START RECORD EXCERPTS

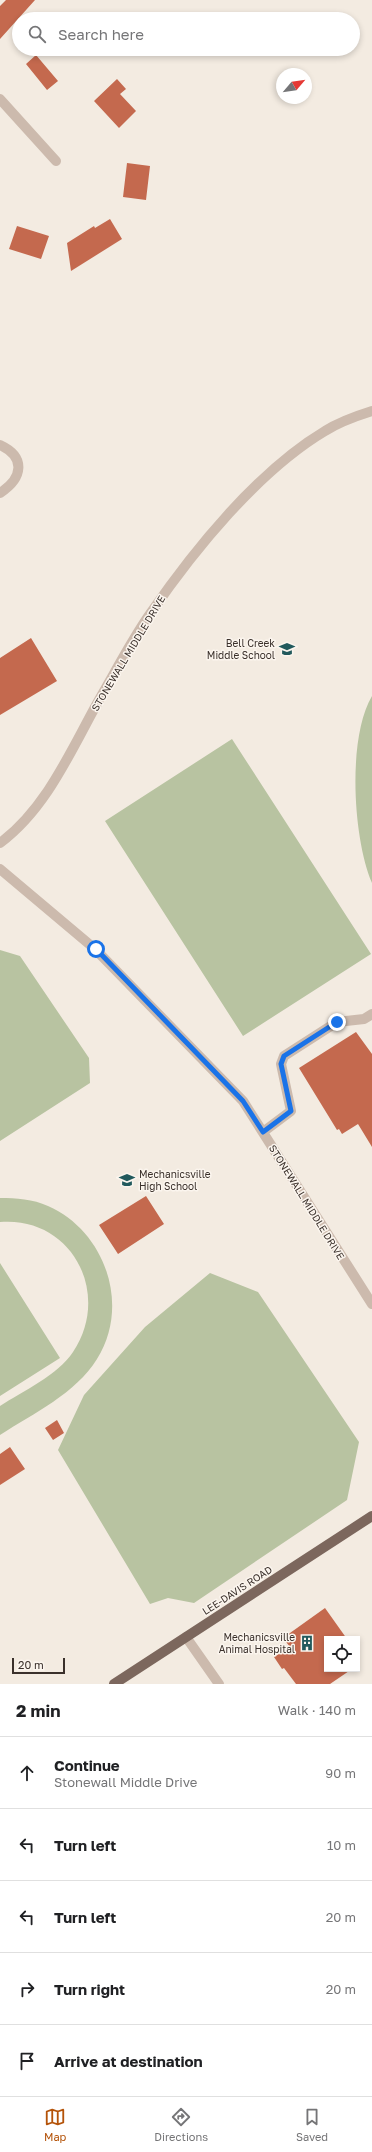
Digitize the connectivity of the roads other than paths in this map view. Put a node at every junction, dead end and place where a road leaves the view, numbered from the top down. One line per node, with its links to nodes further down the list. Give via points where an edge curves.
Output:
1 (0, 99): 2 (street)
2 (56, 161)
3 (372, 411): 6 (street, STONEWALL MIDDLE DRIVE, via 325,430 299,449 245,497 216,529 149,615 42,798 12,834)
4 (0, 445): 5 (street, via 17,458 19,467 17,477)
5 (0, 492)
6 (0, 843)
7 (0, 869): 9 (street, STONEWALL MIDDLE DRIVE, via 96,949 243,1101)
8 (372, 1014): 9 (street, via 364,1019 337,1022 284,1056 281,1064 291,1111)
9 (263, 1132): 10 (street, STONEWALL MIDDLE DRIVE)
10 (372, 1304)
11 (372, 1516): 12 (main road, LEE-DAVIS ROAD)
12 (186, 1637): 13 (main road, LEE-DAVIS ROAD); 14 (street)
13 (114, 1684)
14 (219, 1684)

END RECORD EXCERPTS

## EXERCISE DETAILS
Leaving the pictures out, transcribe the entries above exactly as written.

## EXERCISE SOLUTION
Digitize the connectivity of the roads other than paths in this map view. Put a node at every junction, dead end and place where a road leaves the view, numbered from the top down. One line per node, with its links to nodes further down the list. Give via points where an edge curves.
Output:
1 (0, 99): 2 (street)
2 (56, 161)
3 (372, 411): 6 (street, STONEWALL MIDDLE DRIVE, via 325,430 299,449 245,497 216,529 149,615 42,798 12,834)
4 (0, 445): 5 (street, via 17,458 19,467 17,477)
5 (0, 492)
6 (0, 843)
7 (0, 869): 9 (street, STONEWALL MIDDLE DRIVE, via 96,949 243,1101)
8 (372, 1014): 9 (street, via 364,1019 337,1022 284,1056 281,1064 291,1111)
9 (263, 1132): 10 (street, STONEWALL MIDDLE DRIVE)
10 (372, 1304)
11 (372, 1516): 12 (main road, LEE-DAVIS ROAD)
12 (186, 1637): 13 (main road, LEE-DAVIS ROAD); 14 (street)
13 (114, 1684)
14 (219, 1684)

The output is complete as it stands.